** RECORDS TO USE follows **

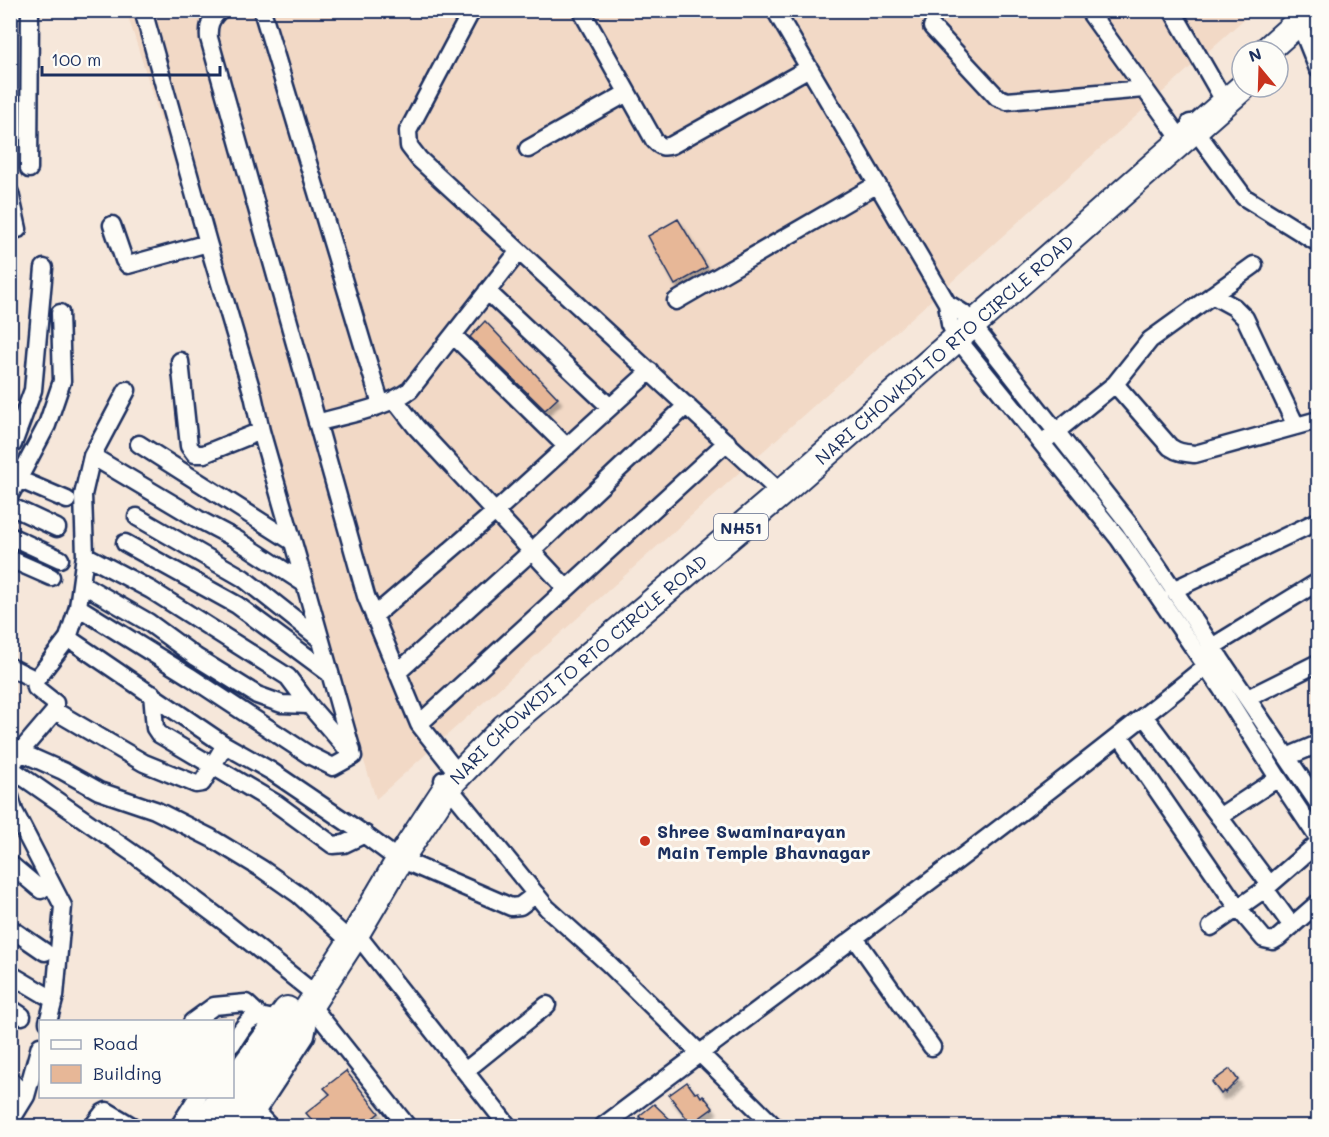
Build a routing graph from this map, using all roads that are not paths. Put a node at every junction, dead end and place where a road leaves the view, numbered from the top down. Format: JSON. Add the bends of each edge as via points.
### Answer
{"nodes":[{"id":1,"x":30,"y":10,"type":"edge"},
{"id":2,"x":143,"y":10,"type":"edge"},
{"id":3,"x":220,"y":10,"type":"edge"},
{"id":4,"x":262,"y":10,"type":"edge"},
{"id":5,"x":471,"y":10,"type":"edge"},
{"id":6,"x":580,"y":10,"type":"edge"},
{"id":7,"x":775,"y":10,"type":"edge"},
{"id":8,"x":1088,"y":10,"type":"edge"},
{"id":9,"x":1172,"y":10,"type":"edge"},
{"id":10,"x":1312,"y":10,"type":"edge"},
{"id":11,"x":932,"y":27,"type":"dead end"},
{"id":12,"x":1311,"y":28,"type":"edge"},
{"id":13,"x":1279,"y":39,"type":"edge"},
{"id":14,"x":1290,"y":46,"type":"edge"},
{"id":15,"x":809,"y":68,"type":"junction"},
{"id":16,"x":1318,"y":69,"type":"edge"},
{"id":17,"x":1143,"y":89,"type":"junction"},
{"id":18,"x":1230,"y":89,"type":"edge"},
{"id":19,"x":1230,"y":91,"type":"edge"},
{"id":20,"x":627,"y":93,"type":"junction"},
{"id":21,"x":1184,"y":131,"type":"junction"},
{"id":22,"x":528,"y":149,"type":"dead end"},
{"id":23,"x":29,"y":169,"type":"dead end"},
{"id":24,"x":876,"y":185,"type":"junction"},
{"id":25,"x":10,"y":193,"type":"edge"},
{"id":26,"x":112,"y":225,"type":"dead end"},
{"id":27,"x":18,"y":229,"type":"dead end"},
{"id":28,"x":208,"y":243,"type":"junction"},
{"id":29,"x":1318,"y":243,"type":"edge"},
{"id":30,"x":519,"y":251,"type":"junction"},
{"id":31,"x":1254,"y":265,"type":"dead end"},
{"id":32,"x":44,"y":268,"type":"dead end"},
{"id":33,"x":487,"y":291,"type":"junction"},
{"id":34,"x":1212,"y":295,"type":"junction"},
{"id":35,"x":676,"y":301,"type":"dead end"},
{"id":36,"x":60,"y":313,"type":"dead end"},
{"id":37,"x":957,"y":320,"type":"junction"},
{"id":38,"x":453,"y":335,"type":"junction"},
{"id":39,"x":180,"y":361,"type":"dead end"},
{"id":40,"x":650,"y":371,"type":"junction"},
{"id":41,"x":1115,"y":384,"type":"junction"},
{"id":42,"x":127,"y":390,"type":"dead end"},
{"id":43,"x":388,"y":402,"type":"junction"},
{"id":44,"x":687,"y":405,"type":"junction"},
{"id":45,"x":610,"y":407,"type":"junction"},
{"id":46,"x":1318,"y":420,"type":"edge"},
{"id":47,"x":317,"y":423,"type":"junction"},
{"id":48,"x":1296,"y":426,"type":"junction"},
{"id":49,"x":261,"y":431,"type":"junction"},
{"id":50,"x":1056,"y":432,"type":"junction"},
{"id":51,"x":727,"y":442,"type":"junction"},
{"id":52,"x":12,"y":444,"type":"edge"},
{"id":53,"x":139,"y":444,"type":"dead end"},
{"id":54,"x":1042,"y":444,"type":"junction"},
{"id":55,"x":567,"y":447,"type":"junction"},
{"id":56,"x":32,"y":453,"type":"junction"},
{"id":57,"x":92,"y":456,"type":"junction"},
{"id":58,"x":17,"y":474,"type":"edge"},
{"id":59,"x":775,"y":486,"type":"junction"},
{"id":60,"x":10,"y":495,"type":"edge"},
{"id":61,"x":67,"y":500,"type":"dead end"},
{"id":62,"x":10,"y":506,"type":"edge"},
{"id":63,"x":495,"y":512,"type":"junction"},
{"id":64,"x":137,"y":517,"type":"dead end"},
{"id":65,"x":1318,"y":521,"type":"edge"},
{"id":66,"x":57,"y":528,"type":"dead end"},
{"id":67,"x":10,"y":536,"type":"edge"},
{"id":68,"x":293,"y":542,"type":"junction"},
{"id":69,"x":125,"y":543,"type":"dead end"},
{"id":70,"x":532,"y":551,"type":"junction"},
{"id":71,"x":86,"y":555,"type":"junction"},
{"id":72,"x":10,"y":559,"type":"edge"},
{"id":73,"x":60,"y":560,"type":"dead end"},
{"id":74,"x":51,"y":577,"type":"dead end"},
{"id":75,"x":1318,"y":582,"type":"edge"},
{"id":76,"x":82,"y":584,"type":"junction"},
{"id":77,"x":305,"y":584,"type":"junction"},
{"id":78,"x":566,"y":588,"type":"junction"},
{"id":79,"x":1173,"y":590,"type":"junction"},
{"id":80,"x":78,"y":608,"type":"junction"},
{"id":81,"x":374,"y":616,"type":"junction"},
{"id":82,"x":68,"y":638,"type":"junction"},
{"id":83,"x":320,"y":639,"type":"junction"},
{"id":84,"x":1212,"y":657,"type":"junction"},
{"id":85,"x":1318,"y":663,"type":"edge"},
{"id":86,"x":10,"y":667,"type":"edge"},
{"id":87,"x":398,"y":672,"type":"junction"},
{"id":88,"x":329,"y":673,"type":"junction"},
{"id":89,"x":36,"y":684,"type":"junction"},
{"id":90,"x":152,"y":694,"type":"junction"},
{"id":91,"x":1248,"y":698,"type":"junction"},
{"id":92,"x":309,"y":705,"type":"junction"},
{"id":93,"x":55,"y":707,"type":"junction"},
{"id":94,"x":1144,"y":716,"type":"junction"},
{"id":95,"x":419,"y":724,"type":"junction"},
{"id":96,"x":1120,"y":736,"type":"junction"},
{"id":97,"x":1318,"y":744,"type":"edge"},
{"id":98,"x":225,"y":745,"type":"junction"},
{"id":99,"x":20,"y":752,"type":"junction"},
{"id":100,"x":353,"y":756,"type":"junction"},
{"id":101,"x":1287,"y":757,"type":"junction"},
{"id":102,"x":212,"y":765,"type":"junction"},
{"id":103,"x":11,"y":768,"type":"edge"},
{"id":104,"x":450,"y":776,"type":"junction"},
{"id":105,"x":1278,"y":778,"type":"junction"},
{"id":106,"x":1318,"y":803,"type":"edge"},
{"id":107,"x":12,"y":808,"type":"edge"},
{"id":108,"x":1219,"y":817,"type":"junction"},
{"id":109,"x":365,"y":834,"type":"junction"},
{"id":110,"x":1317,"y":836,"type":"edge"},
{"id":111,"x":394,"y":855,"type":"junction"},
{"id":112,"x":10,"y":864,"type":"edge"},
{"id":113,"x":1267,"y":887,"type":"junction"},
{"id":114,"x":41,"y":890,"type":"dead end"},
{"id":115,"x":536,"y":894,"type":"junction"},
{"id":116,"x":1318,"y":903,"type":"edge"},
{"id":117,"x":1238,"y":908,"type":"junction"},
{"id":118,"x":1292,"y":926,"type":"junction"},
{"id":119,"x":1211,"y":927,"type":"dead end"},
{"id":120,"x":10,"y":928,"type":"edge"},
{"id":121,"x":348,"y":935,"type":"junction"},
{"id":122,"x":855,"y":938,"type":"junction"},
{"id":123,"x":45,"y":952,"type":"dead end"},
{"id":124,"x":10,"y":974,"type":"edge"},
{"id":125,"x":54,"y":1000,"type":"junction"},
{"id":126,"x":547,"y":1005,"type":"dead end"},
{"id":127,"x":297,"y":1007,"type":"junction"},
{"id":128,"x":49,"y":1020,"type":"edge"},
{"id":129,"x":195,"y":1020,"type":"edge"},
{"id":130,"x":234,"y":1041,"type":"edge"},
{"id":131,"x":932,"y":1047,"type":"dead end"},
{"id":132,"x":39,"y":1050,"type":"edge"},
{"id":133,"x":700,"y":1053,"type":"junction"},
{"id":134,"x":465,"y":1071,"type":"junction"},
{"id":135,"x":10,"y":1080,"type":"edge"},
{"id":136,"x":234,"y":1082,"type":"edge"},
{"id":137,"x":26,"y":1095,"type":"junction"},
{"id":138,"x":197,"y":1098,"type":"edge"},
{"id":139,"x":223,"y":1098,"type":"edge"},
{"id":140,"x":256,"y":1112,"type":"junction"},
{"id":141,"x":12,"y":1117,"type":"edge"},
{"id":142,"x":93,"y":1126,"type":"edge"},
{"id":143,"x":132,"y":1126,"type":"edge"},
{"id":144,"x":179,"y":1126,"type":"edge"},
{"id":145,"x":202,"y":1126,"type":"edge"},
{"id":146,"x":232,"y":1126,"type":"edge"},
{"id":147,"x":247,"y":1126,"type":"edge"},
{"id":148,"x":269,"y":1126,"type":"edge"},
{"id":149,"x":407,"y":1126,"type":"edge"},
{"id":150,"x":508,"y":1126,"type":"edge"},
{"id":151,"x":603,"y":1126,"type":"edge"},
{"id":152,"x":774,"y":1126,"type":"edge"}],
"edges":[{"from":1,"to":23,"type":"street"},
{"from":2,"to":28,"type":"street"},
{"from":3,"to":47,"type":"street","via":[[208,26],[209,38]]},
{"from":4,"to":43,"type":"street"},
{"from":5,"to":30,"type":"street","via":[[408,131],[409,146]]},
{"from":6,"to":20,"type":"street"},
{"from":7,"to":15,"type":"street"},
{"from":8,"to":17,"type":"street"},
{"from":9,"to":18,"type":"street"},
{"from":10,"to":13,"type":"highway"},
{"from":11,"to":17,"type":"street","via":[[997,97],[1007,101]]},
{"from":12,"to":14,"type":"highway"},
{"from":12,"to":16,"type":"street"},
{"from":15,"to":20,"type":"street","via":[[665,147],[654,140]]},
{"from":15,"to":24,"type":"street"},
{"from":17,"to":21,"type":"street"},
{"from":19,"to":21,"type":"highway","name":"NARI CHOWKDI TO RTO CIRCLE ROAD","number":"NH51"},
{"from":20,"to":22,"type":"street"},
{"from":21,"to":29,"type":"street","via":[[1244,197]]},
{"from":21,"to":37,"type":"highway","name":"NARI CHOWKDI TO RTO CIRCLE ROAD","number":"NH51"},
{"from":24,"to":35,"type":"street"},
{"from":24,"to":37,"type":"street"},
{"from":25,"to":27,"type":"street"},
{"from":26,"to":28,"type":"street","via":[[128,265]]},
{"from":28,"to":49,"type":"street"},
{"from":30,"to":33,"type":"street"},
{"from":30,"to":40,"type":"street"},
{"from":31,"to":34,"type":"street"},
{"from":32,"to":52,"type":"street","via":[[33,390]]},
{"from":33,"to":38,"type":"street"},
{"from":33,"to":45,"type":"street"},
{"from":34,"to":41,"type":"street","via":[[1150,340]]},
{"from":34,"to":48,"type":"street","via":[[1245,318]]},
{"from":36,"to":56,"type":"street","via":[[62,381]]},
{"from":37,"to":50,"type":"street"},
{"from":37,"to":54,"type":"street"},
{"from":37,"to":59,"type":"highway","name":"NARI CHOWKDI TO RTO CIRCLE ROAD","number":"NH51"},
{"from":38,"to":43,"type":"street","via":[[410,390]]},
{"from":38,"to":55,"type":"street"},
{"from":39,"to":49,"type":"street","via":[[189,447],[195,454]]},
{"from":40,"to":44,"type":"street"},
{"from":40,"to":45,"type":"street"},
{"from":41,"to":48,"type":"street","via":[[1177,452],[1195,453]]},
{"from":41,"to":50,"type":"street"},
{"from":42,"to":57,"type":"street"},
{"from":43,"to":47,"type":"street"},
{"from":43,"to":63,"type":"street"},
{"from":44,"to":51,"type":"street"},
{"from":44,"to":70,"type":"street"},
{"from":45,"to":55,"type":"street"},
{"from":46,"to":48,"type":"street"},
{"from":47,"to":81,"type":"street"},
{"from":49,"to":68,"type":"street"},
{"from":50,"to":54,"type":"street"},
{"from":50,"to":79,"type":"street","via":[[1129,524]]},
{"from":51,"to":59,"type":"street"},
{"from":51,"to":78,"type":"street"},
{"from":52,"to":56,"type":"street"},
{"from":53,"to":68,"type":"street"},
{"from":54,"to":84,"type":"street"},
{"from":55,"to":63,"type":"street"},
{"from":56,"to":58,"type":"street"},
{"from":57,"to":71,"type":"street","via":[[83,495]]},
{"from":57,"to":77,"type":"street","via":[[236,539]]},
{"from":58,"to":60,"type":"street"},
{"from":58,"to":61,"type":"street"},
{"from":59,"to":104,"type":"highway","name":"NARI CHOWKDI TO RTO CIRCLE ROAD","number":"NH51"},
{"from":62,"to":66,"type":"street"},
{"from":63,"to":70,"type":"street"},
{"from":63,"to":81,"type":"street"},
{"from":64,"to":83,"type":"street","via":[[239,576]]},
{"from":65,"to":79,"type":"street"},
{"from":67,"to":73,"type":"street"},
{"from":68,"to":77,"type":"street"},
{"from":69,"to":88,"type":"street","via":[[237,605]]},
{"from":70,"to":78,"type":"street"},
{"from":70,"to":87,"type":"street"},
{"from":71,"to":76,"type":"street"},
{"from":71,"to":92,"type":"street","via":[[151,590],[288,676]]},
{"from":72,"to":74,"type":"street"},
{"from":75,"to":84,"type":"street"},
{"from":76,"to":80,"type":"street"},
{"from":76,"to":92,"type":"street","via":[[148,622],[257,695],[282,704]]},
{"from":77,"to":83,"type":"street"},
{"from":78,"to":95,"type":"street"},
{"from":79,"to":84,"type":"street"},
{"from":80,"to":82,"type":"street"},
{"from":80,"to":100,"type":"street","via":[[309,755],[333,767]]},
{"from":81,"to":87,"type":"street"},
{"from":82,"to":89,"type":"street"},
{"from":82,"to":90,"type":"street"},
{"from":83,"to":88,"type":"street"},
{"from":84,"to":91,"type":"street"},
{"from":84,"to":94,"type":"street"},
{"from":84,"to":105,"type":"street","via":[[1221,688]]},
{"from":85,"to":91,"type":"street"},
{"from":86,"to":89,"type":"street"},
{"from":87,"to":95,"type":"street"},
{"from":88,"to":100,"type":"street"},
{"from":89,"to":93,"type":"street"},
{"from":90,"to":98,"type":"street"},
{"from":90,"to":102,"type":"street","via":[[157,731]]},
{"from":91,"to":101,"type":"street"},
{"from":92,"to":100,"type":"street"},
{"from":93,"to":99,"type":"street"},
{"from":93,"to":102,"type":"street","via":[[144,763],[196,784],[202,783]]},
{"from":94,"to":96,"type":"street"},
{"from":94,"to":108,"type":"street"},
{"from":95,"to":104,"type":"street"},
{"from":96,"to":117,"type":"street"},
{"from":96,"to":122,"type":"street"},
{"from":97,"to":101,"type":"street"},
{"from":98,"to":102,"type":"street"},
{"from":98,"to":109,"type":"street"},
{"from":99,"to":103,"type":"street"},
{"from":99,"to":121,"type":"street","via":[[99,791],[155,810],[211,838],[299,895]]},
{"from":101,"to":106,"type":"street"},
{"from":102,"to":109,"type":"street","via":[[282,807],[333,845]]},
{"from":103,"to":127,"type":"street","via":[[147,864]]},
{"from":104,"to":111,"type":"highway","name":"NARI CHOWKDI TO RTO CIRCLE ROAD","number":"NH51"},
{"from":104,"to":115,"type":"street"},
{"from":105,"to":108,"type":"street"},
{"from":105,"to":110,"type":"street"},
{"from":107,"to":125,"type":"street","via":[[63,906]]},
{"from":108,"to":113,"type":"street"},
{"from":109,"to":111,"type":"street"},
{"from":110,"to":113,"type":"street"},
{"from":111,"to":115,"type":"street","via":[[511,908]]},
{"from":111,"to":121,"type":"highway","name":"NARI CHOWKDI TO RTO CIRCLE ROAD","number":"NH51"},
{"from":112,"to":114,"type":"street"},
{"from":113,"to":117,"type":"street"},
{"from":113,"to":118,"type":"street"},
{"from":115,"to":133,"type":"street"},
{"from":116,"to":118,"type":"street"},
{"from":117,"to":118,"type":"street","via":[[1268,941]]},
{"from":117,"to":119,"type":"street"},
{"from":120,"to":123,"type":"street"},
{"from":121,"to":127,"type":"highway","name":"NARI CHOWKDI TO RTO CIRCLE ROAD","number":"NH51"},
{"from":121,"to":134,"type":"street"},
{"from":122,"to":131,"type":"street"},
{"from":122,"to":133,"type":"street"},
{"from":124,"to":125,"type":"street"},
{"from":125,"to":128,"type":"street"},
{"from":126,"to":134,"type":"street"},
{"from":127,"to":129,"type":"street","via":[[246,1003],[214,1006]]},
{"from":127,"to":130,"type":"street","via":[[252,1018]]},
{"from":127,"to":136,"type":"highway","number":"NH51"},
{"from":127,"to":140,"type":"street","via":[[308,1026],[306,1036]]},
{"from":127,"to":146,"type":"highway","number":"NH51"},
{"from":127,"to":149,"type":"street"},
{"from":132,"to":137,"type":"street"},
{"from":133,"to":151,"type":"street"},
{"from":133,"to":152,"type":"street"},
{"from":134,"to":150,"type":"street"},
{"from":135,"to":137,"type":"street"},
{"from":137,"to":141,"type":"street"},
{"from":138,"to":144,"type":"street"},
{"from":139,"to":145,"type":"highway"},
{"from":140,"to":147,"type":"street"},
{"from":140,"to":148,"type":"street"},
{"from":142,"to":143,"type":"street","via":[[107,1111]]}]}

** End of RECORDS TO USE **

* **ASSIGNMENT**: From the records above, copy each line where the word "highway" can be found.

* **COMPLETED TASK**:
{"from":10,"to":13,"type":"highway"},
{"from":12,"to":14,"type":"highway"},
{"from":19,"to":21,"type":"highway","name":"NARI CHOWKDI TO RTO CIRCLE ROAD","number":"NH51"},
{"from":21,"to":37,"type":"highway","name":"NARI CHOWKDI TO RTO CIRCLE ROAD","number":"NH51"},
{"from":37,"to":59,"type":"highway","name":"NARI CHOWKDI TO RTO CIRCLE ROAD","number":"NH51"},
{"from":59,"to":104,"type":"highway","name":"NARI CHOWKDI TO RTO CIRCLE ROAD","number":"NH51"},
{"from":104,"to":111,"type":"highway","name":"NARI CHOWKDI TO RTO CIRCLE ROAD","number":"NH51"},
{"from":111,"to":121,"type":"highway","name":"NARI CHOWKDI TO RTO CIRCLE ROAD","number":"NH51"},
{"from":121,"to":127,"type":"highway","name":"NARI CHOWKDI TO RTO CIRCLE ROAD","number":"NH51"},
{"from":127,"to":136,"type":"highway","number":"NH51"},
{"from":127,"to":146,"type":"highway","number":"NH51"},
{"from":139,"to":145,"type":"highway"},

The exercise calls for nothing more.